Les agressions perpétrées à l’encontre du corps enseignant se sont multipliées, ces dernières années, en Tunisie. Un triste constat qui s’est confirmé avec deux nouvelles affaires : l’affaire de l’éducatrice poignardée par son élève dans un centre de formation professionnelle à Siliana et celle de l’agression d’un enseignant de couleur à Médenine par des parents d’élèves.
Qu’est-ce qui explique cette montée spectaculaire de la violence dans les institutions éducatives en Tunisie. Contacté par Réalités Online, le sociologue Abdessattar Sahbani affirme qu’il ne s’agit pas d’une nouveauté. « C’est un phénomène qui a pris de l’ampleur.

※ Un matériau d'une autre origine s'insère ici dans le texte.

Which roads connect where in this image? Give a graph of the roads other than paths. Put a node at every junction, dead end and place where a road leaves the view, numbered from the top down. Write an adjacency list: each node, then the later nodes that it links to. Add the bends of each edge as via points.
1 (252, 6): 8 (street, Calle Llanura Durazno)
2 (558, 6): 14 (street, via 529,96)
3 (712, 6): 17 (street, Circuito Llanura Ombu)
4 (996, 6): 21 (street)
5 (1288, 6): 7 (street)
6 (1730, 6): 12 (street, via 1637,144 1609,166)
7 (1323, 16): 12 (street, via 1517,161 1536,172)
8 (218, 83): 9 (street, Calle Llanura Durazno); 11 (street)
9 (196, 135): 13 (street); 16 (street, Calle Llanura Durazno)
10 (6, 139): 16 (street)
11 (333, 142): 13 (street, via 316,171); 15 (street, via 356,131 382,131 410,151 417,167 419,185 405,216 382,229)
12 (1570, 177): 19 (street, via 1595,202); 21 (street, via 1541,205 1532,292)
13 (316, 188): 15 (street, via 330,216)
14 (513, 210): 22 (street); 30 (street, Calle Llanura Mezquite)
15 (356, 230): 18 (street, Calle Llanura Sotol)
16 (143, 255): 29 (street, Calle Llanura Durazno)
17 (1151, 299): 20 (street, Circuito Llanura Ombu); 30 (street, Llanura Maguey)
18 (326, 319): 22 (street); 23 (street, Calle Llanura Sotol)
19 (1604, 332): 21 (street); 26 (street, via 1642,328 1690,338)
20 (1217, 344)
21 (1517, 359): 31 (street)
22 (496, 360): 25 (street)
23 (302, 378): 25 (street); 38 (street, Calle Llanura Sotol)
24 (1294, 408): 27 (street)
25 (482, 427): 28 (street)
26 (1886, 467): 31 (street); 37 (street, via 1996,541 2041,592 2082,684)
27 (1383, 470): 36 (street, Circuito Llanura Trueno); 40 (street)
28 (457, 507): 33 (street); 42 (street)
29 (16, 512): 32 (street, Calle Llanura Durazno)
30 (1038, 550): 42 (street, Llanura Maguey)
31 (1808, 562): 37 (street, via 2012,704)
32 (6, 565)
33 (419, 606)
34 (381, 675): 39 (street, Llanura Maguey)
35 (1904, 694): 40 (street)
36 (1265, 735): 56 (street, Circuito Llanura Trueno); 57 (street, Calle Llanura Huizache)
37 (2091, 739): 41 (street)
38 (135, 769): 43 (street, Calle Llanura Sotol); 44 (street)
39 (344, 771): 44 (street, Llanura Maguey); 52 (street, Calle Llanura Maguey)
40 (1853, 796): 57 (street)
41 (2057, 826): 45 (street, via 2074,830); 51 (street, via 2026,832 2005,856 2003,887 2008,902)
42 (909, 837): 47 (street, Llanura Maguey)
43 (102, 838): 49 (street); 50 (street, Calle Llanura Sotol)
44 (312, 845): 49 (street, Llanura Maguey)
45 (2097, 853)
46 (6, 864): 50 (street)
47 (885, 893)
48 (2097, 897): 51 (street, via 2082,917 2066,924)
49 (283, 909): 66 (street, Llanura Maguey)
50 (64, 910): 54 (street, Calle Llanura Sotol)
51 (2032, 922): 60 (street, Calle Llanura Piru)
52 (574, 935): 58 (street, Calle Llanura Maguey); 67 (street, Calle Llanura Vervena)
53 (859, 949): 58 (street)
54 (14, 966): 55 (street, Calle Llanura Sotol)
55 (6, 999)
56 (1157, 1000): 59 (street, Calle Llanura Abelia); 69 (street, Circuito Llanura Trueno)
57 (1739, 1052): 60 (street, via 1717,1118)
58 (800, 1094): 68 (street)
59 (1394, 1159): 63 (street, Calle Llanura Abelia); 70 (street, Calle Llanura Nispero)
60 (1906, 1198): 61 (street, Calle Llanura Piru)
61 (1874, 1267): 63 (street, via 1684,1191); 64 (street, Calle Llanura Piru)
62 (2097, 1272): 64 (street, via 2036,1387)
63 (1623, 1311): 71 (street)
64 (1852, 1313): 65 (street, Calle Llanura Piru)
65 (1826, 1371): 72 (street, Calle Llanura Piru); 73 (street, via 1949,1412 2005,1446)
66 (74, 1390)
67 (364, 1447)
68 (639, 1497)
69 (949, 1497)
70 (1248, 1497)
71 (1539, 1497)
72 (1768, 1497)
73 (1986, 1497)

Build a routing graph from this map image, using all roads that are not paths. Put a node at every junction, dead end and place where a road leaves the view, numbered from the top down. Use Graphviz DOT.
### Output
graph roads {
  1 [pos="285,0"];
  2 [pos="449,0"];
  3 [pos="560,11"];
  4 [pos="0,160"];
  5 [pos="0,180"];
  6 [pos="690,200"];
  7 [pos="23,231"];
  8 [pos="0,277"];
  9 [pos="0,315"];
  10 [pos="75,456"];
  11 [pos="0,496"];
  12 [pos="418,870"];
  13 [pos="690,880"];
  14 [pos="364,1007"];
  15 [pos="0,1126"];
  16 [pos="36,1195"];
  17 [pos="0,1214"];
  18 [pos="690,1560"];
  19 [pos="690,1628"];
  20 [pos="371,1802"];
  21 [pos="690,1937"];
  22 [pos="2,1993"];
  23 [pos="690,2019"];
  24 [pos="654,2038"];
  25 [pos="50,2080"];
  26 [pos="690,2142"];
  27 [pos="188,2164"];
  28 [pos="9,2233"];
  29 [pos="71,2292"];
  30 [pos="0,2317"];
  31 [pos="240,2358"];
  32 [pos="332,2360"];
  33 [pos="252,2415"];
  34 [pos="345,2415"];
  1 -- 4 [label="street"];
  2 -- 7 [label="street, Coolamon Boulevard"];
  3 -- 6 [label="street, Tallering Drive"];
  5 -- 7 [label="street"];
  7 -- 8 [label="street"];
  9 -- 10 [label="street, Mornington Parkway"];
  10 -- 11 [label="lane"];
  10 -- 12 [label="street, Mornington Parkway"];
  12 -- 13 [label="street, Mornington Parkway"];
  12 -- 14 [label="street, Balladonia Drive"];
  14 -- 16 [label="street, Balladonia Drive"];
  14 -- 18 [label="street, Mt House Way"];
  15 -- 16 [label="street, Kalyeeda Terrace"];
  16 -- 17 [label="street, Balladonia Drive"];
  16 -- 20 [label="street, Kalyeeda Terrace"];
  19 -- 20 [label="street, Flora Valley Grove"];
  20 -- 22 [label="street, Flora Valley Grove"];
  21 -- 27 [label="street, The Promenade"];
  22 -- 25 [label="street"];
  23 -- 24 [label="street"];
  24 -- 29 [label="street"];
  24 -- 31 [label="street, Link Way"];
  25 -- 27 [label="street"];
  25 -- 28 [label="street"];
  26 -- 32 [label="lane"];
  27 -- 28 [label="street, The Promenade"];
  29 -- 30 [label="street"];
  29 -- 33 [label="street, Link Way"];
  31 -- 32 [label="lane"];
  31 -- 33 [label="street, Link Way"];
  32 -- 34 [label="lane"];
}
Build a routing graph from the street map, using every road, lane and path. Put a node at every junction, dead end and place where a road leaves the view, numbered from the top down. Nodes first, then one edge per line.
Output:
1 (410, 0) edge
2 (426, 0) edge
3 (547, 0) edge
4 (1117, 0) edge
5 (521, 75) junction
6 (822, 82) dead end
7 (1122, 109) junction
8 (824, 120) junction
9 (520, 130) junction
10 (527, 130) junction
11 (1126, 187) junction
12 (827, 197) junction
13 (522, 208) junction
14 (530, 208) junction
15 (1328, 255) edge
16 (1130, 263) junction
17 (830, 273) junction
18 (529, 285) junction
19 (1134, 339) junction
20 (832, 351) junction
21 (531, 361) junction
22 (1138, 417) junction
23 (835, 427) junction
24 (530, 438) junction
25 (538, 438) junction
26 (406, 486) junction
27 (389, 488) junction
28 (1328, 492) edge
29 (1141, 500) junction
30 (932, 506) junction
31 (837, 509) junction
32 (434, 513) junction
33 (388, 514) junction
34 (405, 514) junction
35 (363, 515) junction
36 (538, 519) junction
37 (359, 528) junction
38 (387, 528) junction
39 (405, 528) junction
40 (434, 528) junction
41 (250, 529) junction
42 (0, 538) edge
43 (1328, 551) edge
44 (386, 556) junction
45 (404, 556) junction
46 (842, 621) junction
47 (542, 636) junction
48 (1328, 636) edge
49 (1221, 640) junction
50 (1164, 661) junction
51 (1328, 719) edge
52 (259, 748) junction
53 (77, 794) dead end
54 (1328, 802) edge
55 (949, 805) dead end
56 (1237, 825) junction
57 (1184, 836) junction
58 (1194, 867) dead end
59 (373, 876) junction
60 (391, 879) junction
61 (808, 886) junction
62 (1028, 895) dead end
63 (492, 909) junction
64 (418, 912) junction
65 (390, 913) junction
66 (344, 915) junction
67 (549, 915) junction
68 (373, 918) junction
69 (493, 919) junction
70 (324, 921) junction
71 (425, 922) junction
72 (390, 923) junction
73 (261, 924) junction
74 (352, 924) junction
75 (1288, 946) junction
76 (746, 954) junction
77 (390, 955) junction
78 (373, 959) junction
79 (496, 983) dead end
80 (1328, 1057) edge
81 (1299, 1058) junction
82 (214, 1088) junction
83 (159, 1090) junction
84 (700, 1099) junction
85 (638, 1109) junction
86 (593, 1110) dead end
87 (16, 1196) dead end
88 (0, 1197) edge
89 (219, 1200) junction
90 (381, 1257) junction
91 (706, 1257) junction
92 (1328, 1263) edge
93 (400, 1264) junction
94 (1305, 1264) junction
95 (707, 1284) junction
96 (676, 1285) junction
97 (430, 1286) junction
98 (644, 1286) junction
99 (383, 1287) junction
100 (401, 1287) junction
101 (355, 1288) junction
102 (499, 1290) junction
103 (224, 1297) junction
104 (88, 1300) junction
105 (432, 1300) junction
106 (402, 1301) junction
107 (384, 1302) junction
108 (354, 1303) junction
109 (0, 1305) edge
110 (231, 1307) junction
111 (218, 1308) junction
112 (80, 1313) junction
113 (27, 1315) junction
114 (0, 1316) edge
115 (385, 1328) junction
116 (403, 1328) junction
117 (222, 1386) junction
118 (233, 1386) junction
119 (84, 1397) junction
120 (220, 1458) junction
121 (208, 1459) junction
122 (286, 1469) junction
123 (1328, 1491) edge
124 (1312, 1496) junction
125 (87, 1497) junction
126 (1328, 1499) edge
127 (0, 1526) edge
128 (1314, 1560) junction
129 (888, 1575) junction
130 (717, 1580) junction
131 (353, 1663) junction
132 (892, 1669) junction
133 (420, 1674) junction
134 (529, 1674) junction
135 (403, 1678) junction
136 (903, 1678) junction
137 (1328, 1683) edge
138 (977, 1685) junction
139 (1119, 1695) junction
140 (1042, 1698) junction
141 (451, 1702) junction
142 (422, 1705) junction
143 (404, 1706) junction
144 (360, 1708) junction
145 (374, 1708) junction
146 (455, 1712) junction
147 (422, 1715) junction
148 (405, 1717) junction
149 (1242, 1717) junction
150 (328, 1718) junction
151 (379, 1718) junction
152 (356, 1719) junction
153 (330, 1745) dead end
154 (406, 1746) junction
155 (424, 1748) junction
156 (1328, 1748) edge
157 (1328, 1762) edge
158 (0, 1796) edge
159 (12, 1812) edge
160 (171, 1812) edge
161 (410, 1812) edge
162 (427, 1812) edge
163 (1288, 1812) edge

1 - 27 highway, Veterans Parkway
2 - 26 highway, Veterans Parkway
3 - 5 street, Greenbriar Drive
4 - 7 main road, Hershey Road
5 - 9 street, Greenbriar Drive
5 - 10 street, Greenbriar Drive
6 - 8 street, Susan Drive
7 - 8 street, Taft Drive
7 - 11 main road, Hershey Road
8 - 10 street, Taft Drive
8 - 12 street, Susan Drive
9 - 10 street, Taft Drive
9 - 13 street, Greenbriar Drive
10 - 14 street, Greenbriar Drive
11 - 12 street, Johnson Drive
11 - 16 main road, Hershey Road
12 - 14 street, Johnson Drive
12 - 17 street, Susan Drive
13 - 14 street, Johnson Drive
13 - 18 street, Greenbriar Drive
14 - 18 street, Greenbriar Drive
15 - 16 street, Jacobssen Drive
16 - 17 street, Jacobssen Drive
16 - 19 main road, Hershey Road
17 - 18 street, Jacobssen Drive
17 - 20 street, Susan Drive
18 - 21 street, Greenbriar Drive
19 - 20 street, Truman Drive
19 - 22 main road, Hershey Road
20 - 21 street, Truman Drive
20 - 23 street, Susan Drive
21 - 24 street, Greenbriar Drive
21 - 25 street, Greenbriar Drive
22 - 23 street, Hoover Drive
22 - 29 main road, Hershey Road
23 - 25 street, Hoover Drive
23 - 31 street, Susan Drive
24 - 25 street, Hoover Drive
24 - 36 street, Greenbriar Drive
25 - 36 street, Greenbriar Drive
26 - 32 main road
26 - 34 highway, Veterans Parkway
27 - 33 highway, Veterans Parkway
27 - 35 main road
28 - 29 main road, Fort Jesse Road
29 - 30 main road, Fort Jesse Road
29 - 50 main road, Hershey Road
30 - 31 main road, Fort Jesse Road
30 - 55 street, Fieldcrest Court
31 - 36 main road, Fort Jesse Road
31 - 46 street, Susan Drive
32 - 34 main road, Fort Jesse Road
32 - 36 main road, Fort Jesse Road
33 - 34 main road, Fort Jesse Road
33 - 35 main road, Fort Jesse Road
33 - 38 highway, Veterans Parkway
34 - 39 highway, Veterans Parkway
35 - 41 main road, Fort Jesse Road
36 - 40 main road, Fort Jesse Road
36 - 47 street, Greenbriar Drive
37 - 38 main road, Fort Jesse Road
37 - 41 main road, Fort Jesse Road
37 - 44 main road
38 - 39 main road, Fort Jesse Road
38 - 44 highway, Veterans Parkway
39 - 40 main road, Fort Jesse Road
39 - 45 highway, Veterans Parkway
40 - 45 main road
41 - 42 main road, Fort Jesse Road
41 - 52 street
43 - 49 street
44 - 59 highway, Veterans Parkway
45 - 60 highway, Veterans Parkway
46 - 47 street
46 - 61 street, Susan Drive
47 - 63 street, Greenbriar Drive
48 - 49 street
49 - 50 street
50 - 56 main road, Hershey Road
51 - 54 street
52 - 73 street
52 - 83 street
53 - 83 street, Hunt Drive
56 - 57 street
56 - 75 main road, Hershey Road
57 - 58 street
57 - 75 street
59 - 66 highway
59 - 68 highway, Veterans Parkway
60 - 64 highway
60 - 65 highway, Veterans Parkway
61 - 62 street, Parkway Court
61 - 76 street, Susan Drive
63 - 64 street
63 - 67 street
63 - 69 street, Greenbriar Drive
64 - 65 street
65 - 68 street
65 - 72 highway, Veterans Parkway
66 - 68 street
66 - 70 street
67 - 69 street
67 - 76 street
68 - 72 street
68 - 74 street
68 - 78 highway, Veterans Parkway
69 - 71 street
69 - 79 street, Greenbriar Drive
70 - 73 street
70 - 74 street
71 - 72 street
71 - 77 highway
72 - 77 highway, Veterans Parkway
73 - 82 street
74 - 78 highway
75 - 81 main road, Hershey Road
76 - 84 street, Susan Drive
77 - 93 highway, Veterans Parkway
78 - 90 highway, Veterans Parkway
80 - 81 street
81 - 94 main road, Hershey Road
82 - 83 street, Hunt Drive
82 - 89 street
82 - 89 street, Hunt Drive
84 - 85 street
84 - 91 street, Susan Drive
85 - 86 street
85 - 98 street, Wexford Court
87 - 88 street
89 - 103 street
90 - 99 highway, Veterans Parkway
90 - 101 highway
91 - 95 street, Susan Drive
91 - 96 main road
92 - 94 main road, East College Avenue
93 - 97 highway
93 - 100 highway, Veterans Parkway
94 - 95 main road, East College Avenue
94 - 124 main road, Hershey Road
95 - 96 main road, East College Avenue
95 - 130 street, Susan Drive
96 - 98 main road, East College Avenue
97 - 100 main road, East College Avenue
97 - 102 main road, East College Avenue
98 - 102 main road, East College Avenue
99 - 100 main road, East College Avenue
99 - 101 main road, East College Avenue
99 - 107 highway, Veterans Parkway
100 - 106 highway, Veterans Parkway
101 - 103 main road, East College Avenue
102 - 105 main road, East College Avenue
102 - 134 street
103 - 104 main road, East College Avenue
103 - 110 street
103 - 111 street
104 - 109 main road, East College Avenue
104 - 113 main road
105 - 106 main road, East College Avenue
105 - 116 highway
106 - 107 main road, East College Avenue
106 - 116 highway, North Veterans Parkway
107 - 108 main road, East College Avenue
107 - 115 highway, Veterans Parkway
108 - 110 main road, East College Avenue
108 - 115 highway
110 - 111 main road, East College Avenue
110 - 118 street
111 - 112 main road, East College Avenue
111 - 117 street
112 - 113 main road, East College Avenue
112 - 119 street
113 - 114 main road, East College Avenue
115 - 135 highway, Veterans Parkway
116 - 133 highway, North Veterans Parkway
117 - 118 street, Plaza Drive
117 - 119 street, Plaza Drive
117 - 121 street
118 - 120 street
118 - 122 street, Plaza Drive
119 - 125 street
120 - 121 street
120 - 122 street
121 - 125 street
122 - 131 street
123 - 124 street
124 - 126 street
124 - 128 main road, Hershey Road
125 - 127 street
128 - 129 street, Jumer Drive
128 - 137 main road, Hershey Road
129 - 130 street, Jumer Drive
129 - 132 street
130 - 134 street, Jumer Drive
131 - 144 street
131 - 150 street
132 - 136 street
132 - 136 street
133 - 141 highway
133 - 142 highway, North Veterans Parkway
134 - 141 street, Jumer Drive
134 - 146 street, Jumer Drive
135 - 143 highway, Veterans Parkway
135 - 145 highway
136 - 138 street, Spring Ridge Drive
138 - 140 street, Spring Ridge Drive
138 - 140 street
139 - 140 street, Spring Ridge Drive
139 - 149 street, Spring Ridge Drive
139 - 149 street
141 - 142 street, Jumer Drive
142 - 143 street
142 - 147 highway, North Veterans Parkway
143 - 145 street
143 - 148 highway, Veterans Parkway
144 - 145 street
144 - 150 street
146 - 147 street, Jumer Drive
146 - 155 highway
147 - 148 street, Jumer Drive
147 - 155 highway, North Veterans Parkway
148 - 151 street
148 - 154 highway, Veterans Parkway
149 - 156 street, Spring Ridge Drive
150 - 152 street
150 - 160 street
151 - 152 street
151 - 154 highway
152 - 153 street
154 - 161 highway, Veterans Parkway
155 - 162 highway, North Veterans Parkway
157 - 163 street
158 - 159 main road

C’est un problème de fond, car notre modèle éducatif est en crise, pas uniquement depuis l’ère de Ben Ali, mais aussi depuis la période Bourguiba. Même après la Révolution, rien n’a été fait pour améliorer la situation : pas de changement de manuels scolaires, encore moins des campagnes de sensibilisation sur l’éducation », a-t-il déclaré.
Décalage entre l’éducatif et le social
« 100 000 élèves quittent l’école chaque année », rappelle Abdessatar Sahbani, qui a souligné, également, l’ampleur du chômage des jeunes diplômés. « C’est une catastrophe nationale pour un état qui a investi énormément dans l’éducation », a-t-il encore ajouté.
Selon le sociologue, la montée des violences dans les établissements scolaires s’explique par cette crise qui a secoué le secteur. « Il faut prendre en considération le temps de travail des élèves et surtout leur entourage, notamment les dealers qui leur tournent autour. Il est important de mettre à leur disposition des salles de permanence afin de limiter leurs sorties des écoles pendant les heures creuses », a-t-il souligné.
Dans ce contexte, le sociologue estime qu’il existe un décalage entre les institutions éducatives et l’évolution sociale. Cette évolution, selon lui, a été bouleversée par l’essor des nouvelles technologies de l’information et de la communication. « Aujourd’hui, un élève plonge dans l’univers d’Internet. Il fait en sorte d’écouter ses parents, certes. Seulement, il se venge, comme nous avons pu le voir dans certains cas, sur tous ce qui est cassables et même sur les professeurs », a déclaré Abdessattar Sahbani, qui est revenu sur les conditions des années 70, où les élèves retardataires, à titre d’exemple, étaient sanctionnés.
« Aujourd’hui, il ne s’agit pas d’un problème de discipline. C’est une autre culture qui est en train de se développer. La société est en crise. L’État à lui seul ne parviendra pas à résoudre cette crise. Il est vital que les parents enseignent les bonnes manières à leurs enfants, telle que la préservation des biens de l’école », a conclu le sociologue.